Innehållsförteckning / Table of Contents
The EUR seems to be falling behind the parity race versus the USD. For the first time in about 20 years, it went below the parity against the USD last Wednesday. The global recession is the main contributor to the Euro’s decline.
Although the single European currency started an excellent year, recovering well from the post-pandemic situation, the region’s rising gas prices, Moscow cutting off the gas supplies, and Russia’s march over Ukraine have flamed the recession and hit the Euro.
The US Federal Reserve Bank has played well in the heightened global uncertainty by aggressively raising the rates. The US monetary policy move has put the US dollar in an advantageous position.

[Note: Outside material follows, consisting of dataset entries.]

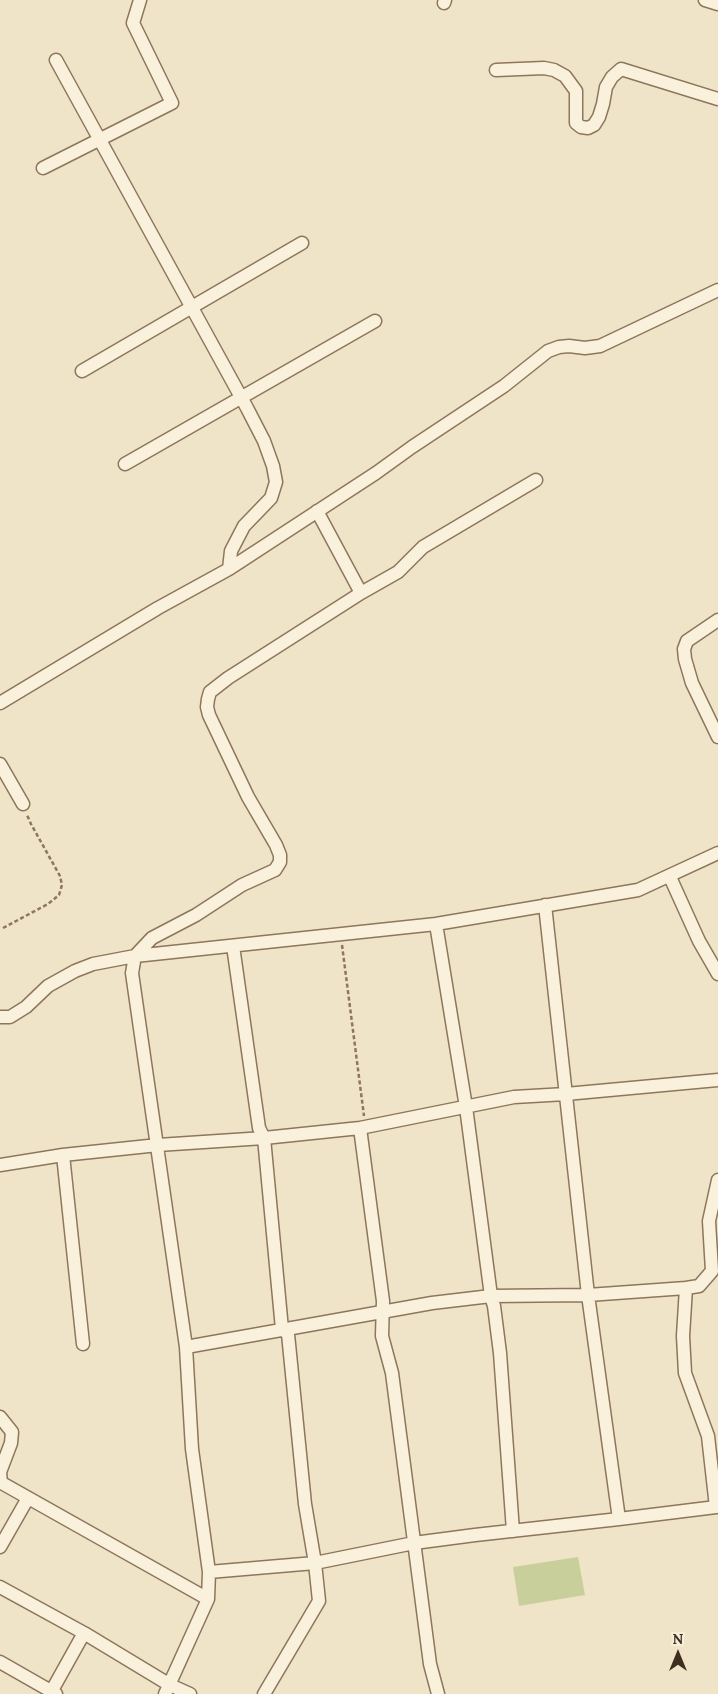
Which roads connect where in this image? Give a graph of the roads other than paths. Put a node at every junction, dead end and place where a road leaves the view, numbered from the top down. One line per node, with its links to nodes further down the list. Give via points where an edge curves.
1 (140, 0): 7 (street, via 133,23 172,103)
2 (705, 0): 3 (street)
3 (718, 4)
4 (56, 60): 7 (street)
5 (496, 70): 6 (street, via 544,68 565,76 576,92 576,123 588,128 598,117 606,87 621,69)
6 (718, 99)
7 (99, 139): 8 (street); 11 (street)
8 (43, 168)
9 (302, 243): 11 (street)
10 (718, 290): 17 (street, via 600,346 569,346 548,351 504,386)
11 (192, 307): 13 (street); 14 (street)
12 (375, 322): 14 (street)
13 (82, 371)
14 (241, 398): 15 (street); 18 (street, via 264,441 276,482 271,498 244,526 236,540)
15 (125, 464)
16 (536, 480): 19 (street, via 423,547 398,572)
17 (317, 511): 18 (street); 19 (street)
18 (229, 569): 21 (street)
19 (361, 593): 30 (street, via 210,692 206,707 209,715 248,797 276,845 280,862 275,870 242,885 196,915 152,938)
20 (718, 620): 22 (street, via 687,641 684,649 692,683)
21 (0, 703)
22 (718, 737)
23 (0, 764): 24 (street)
24 (23, 804)
25 (718, 853): 26 (street)
26 (670, 877): 27 (street, via 638,890); 31 (street)
27 (545, 905): 28 (street); 34 (street)
28 (436, 924): 29 (street); 35 (street)
29 (233, 946): 30 (street); 37 (street, via 259,1128)
30 (134, 956): 32 (street, via 75,971 48,986 10,1017); 38 (street, via 132,973)
31 (718, 974)
32 (0, 1017)
33 (718, 1080): 34 (street)
34 (566, 1094): 35 (street, via 514,1097); 43 (street)
35 (466, 1107): 36 (street); 44 (street)
36 (363, 1128): 37 (street); 45 (street)
37 (264, 1138): 38 (street); 46 (street)
38 (158, 1145): 39 (street); 48 (street)
39 (63, 1155): 40 (street); 47 (street)
40 (0, 1165)
41 (718, 1180): 42 (street, via 709,1221 712,1271 699,1286)
42 (686, 1288): 43 (street); 52 (street, via 685,1372 708,1436 716,1507)
43 (588, 1295): 44 (street); 52 (street)
44 (491, 1296): 45 (street); 53 (street, via 500,1353)
45 (384, 1312): 46 (street); 54 (street, via 382,1336 392,1373)
46 (282, 1329): 48 (street); 56 (street, via 288,1334 305,1504)
47 (83, 1344)
48 (186, 1347): 57 (street, via 192,1449)
49 (0, 1417): 50 (street, via 12,1432 0,1472)
50 (0, 1483): 51 (street)
51 (28, 1498): 55 (street); 59 (street)
52 (619, 1519): 53 (street)
53 (513, 1531): 54 (street)
54 (414, 1544): 56 (street); 66 (street, via 430,1664)
55 (0, 1547)
56 (315, 1563): 57 (street); 65 (street, via 319,1601)
57 (209, 1572): 59 (street)
58 (0, 1587): 60 (street)
59 (208, 1599): 62 (street)
60 (84, 1633): 62 (street); 63 (street)
61 (0, 1662): 63 (street)
62 (167, 1689): 64 (street)
63 (53, 1693)
64 (190, 1694)
65 (264, 1694)
66 (438, 1694)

It means that both the currencies are equal, meaning that the Euro and the US Dollar are worth the same.
The currency exchange rate defines the region’s economy – a falling euro rate, is an indication that Europe’s economy is sliding.

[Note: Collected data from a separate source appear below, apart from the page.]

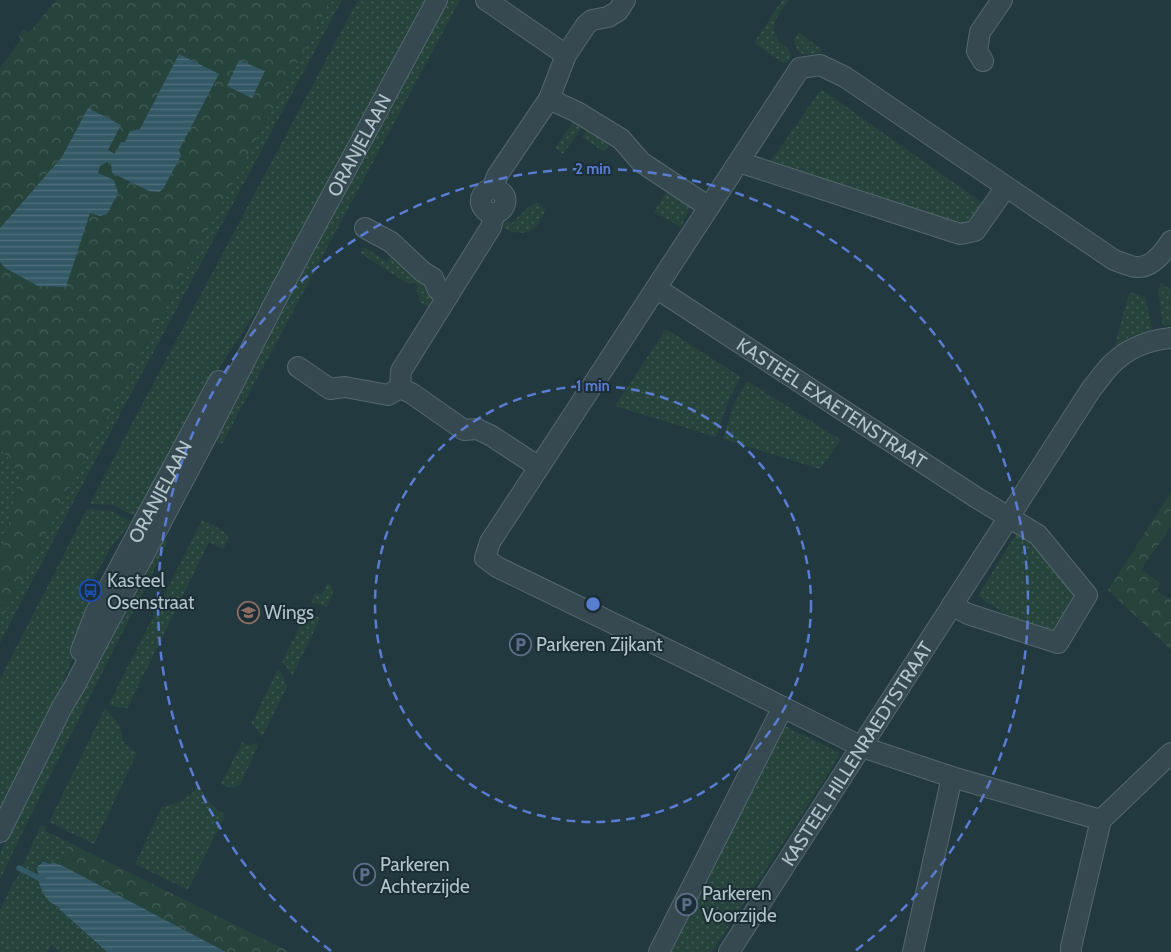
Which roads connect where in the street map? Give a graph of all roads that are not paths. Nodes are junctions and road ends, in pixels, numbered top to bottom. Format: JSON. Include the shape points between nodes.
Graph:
{"nodes":[{"id":1,"x":438,"y":0,"type":"edge"},
{"id":2,"x":486,"y":0,"type":"edge"},
{"id":3,"x":625,"y":0,"type":"edge"},
{"id":4,"x":1002,"y":0,"type":"edge"},
{"id":5,"x":566,"y":55,"type":"junction"},
{"id":6,"x":983,"y":61,"type":"dead end"},
{"id":7,"x":550,"y":99,"type":"junction"},
{"id":8,"x":739,"y":162,"type":"junction"},
{"id":9,"x":1006,"y":187,"type":"junction"},
{"id":10,"x":709,"y":207,"type":"junction"},
{"id":11,"x":365,"y":228,"type":"dead end"},
{"id":12,"x":1171,"y":241,"type":"edge"},
{"id":13,"x":656,"y":288,"type":"junction"},
{"id":14,"x":448,"y":296,"type":"junction"},
{"id":15,"x":1171,"y":338,"type":"edge"},
{"id":16,"x":298,"y":367,"type":"dead end"},
{"id":17,"x":400,"y":388,"type":"junction"},
{"id":18,"x":539,"y":467,"type":"junction"},
{"id":19,"x":1008,"y":517,"type":"junction"},
{"id":20,"x":952,"y":605,"type":"junction"},
{"id":21,"x":783,"y":707,"type":"junction"},
{"id":22,"x":862,"y":746,"type":"junction"},
{"id":23,"x":1171,"y":753,"type":"edge"},
{"id":24,"x":952,"y":776,"type":"junction"},
{"id":25,"x":1101,"y":820,"type":"junction"},
{"id":26,"x":0,"y":832,"type":"edge"},
{"id":27,"x":659,"y":952,"type":"edge"},
{"id":28,"x":729,"y":952,"type":"edge"},
{"id":29,"x":913,"y":952,"type":"edge"},
{"id":30,"x":1071,"y":952,"type":"edge"}],
"edges":[{"from":1,"to":26,"type":"street","name":"ORANJELAAN","via":[[281,290]]},
{"from":2,"to":5,"type":"street"},
{"from":3,"to":5,"type":"street","via":[[618,11],[586,25]]},
{"from":4,"to":6,"type":"street","via":[[980,32],[977,51]]},
{"from":5,"to":7,"type":"street"},
{"from":7,"to":10,"type":"street","via":[[622,139],[641,162]]},
{"from":7,"to":14,"type":"street","via":[[497,176],[492,189],[485,192],[481,201],[485,210],[494,213],[491,227]]},
{"from":8,"to":9,"type":"street","via":[[960,234],[975,231]]},
{"from":8,"to":9,"type":"street","via":[[800,68],[820,65],[846,77]]},
{"from":8,"to":10,"type":"street"},
{"from":9,"to":12,"type":"street","via":[[1114,260],[1136,267],[1146,266]]},
{"from":10,"to":13,"type":"street"},
{"from":11,"to":14,"type":"street","via":[[391,242],[422,272],[433,278],[438,290]]},
{"from":13,"to":18,"type":"street"},
{"from":13,"to":19,"type":"street","name":"KASTEEL EXAETENSTRAAT"},
{"from":14,"to":17,"type":"street","via":[[401,371]]},
{"from":15,"to":19,"type":"street","name":"KASTEEL HILLENRAEDTSTRAAT","via":[[1130,350],[1112,363],[1092,388]]},
{"from":16,"to":17,"type":"street","via":[[330,389],[345,387],[388,395]]},
{"from":17,"to":18,"type":"street","via":[[464,430],[477,429],[490,435]]},
{"from":18,"to":21,"type":"street","via":[[490,542],[485,558],[497,567]]},
{"from":19,"to":20,"type":"street","name":"KASTEEL HILLENRAEDTSTRAAT"},
{"from":19,"to":20,"type":"street","via":[[1038,535],[1087,595],[1058,643],[968,614]]},
{"from":20,"to":22,"type":"street","name":"KASTEEL HILLENRAEDTSTRAAT"},
{"from":21,"to":22,"type":"street"},
{"from":21,"to":27,"type":"street"},
{"from":22,"to":24,"type":"street"},
{"from":22,"to":28,"type":"street","name":"KASTEEL HILLENRAEDTSTRAAT"},
{"from":23,"to":25,"type":"street"},
{"from":24,"to":25,"type":"street"},
{"from":24,"to":29,"type":"street"},
{"from":25,"to":30,"type":"street"}]}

Record inflation coupled with rising energy prices is the main reasons. The war in Ukraine has increased the fear of losing Russian oil and gas in the global market. As Europe has a higher dependency on Russian oil compared to the US, it has been the main factor for higher energy prices in Europe.
The region’s inflation peaked at 8.6% in June due to higher energy prices. Everything from groceries to utility bills became more expensive due to inflation. It is feared that if Russia continues to shut off the gas flows, the governments of European nations will move towards implementing rations on gas supplies to major industries, adding to the gloom.
It fell against the sterling and yen and sloped to a record low against the Swiss franc in seven years. Some observers see the positive and call it a bottom.
Euro has lost its value compared to other major currencies in the World. Euro is the most stable when compared with the US dollar and it has dropped the most when compared to the Japanese Yen.
Euro’s growth forecast was downgraded when the European Central Bank announced raise in interest rates. Based on the current assessments, the ECB made a statement this week that the Governing Council aims and believes in slow but sustainable economic progress after September due to the increase in interest rate.
However, the changing fiscal policy of the Governing Council will be based on the latest incoming data and factors contributing to inflation. The primary objective is to achieve a 2% medium-term target this year.
Euro is in a very tough spot and might face strong headwinds in the future. The actions taken by the ECB are not reaping as expected due to the timely moves by the US Fed.
Nomura Holdings predicts 0.95 to a US dollar in the short-term, and several other experts think the same. According to analysts, the Euro will remain unstable until the economic situation improves. Raising rates by the European Central Bank may not help much because the US Federal Reserve has already taken measures and will top the ECB in raising its interest rates and pulling cash into the US. Further, the Euro faces the fragmentation risk where the weaker economies will face higher borrowing costs and adversely affect the stronger states.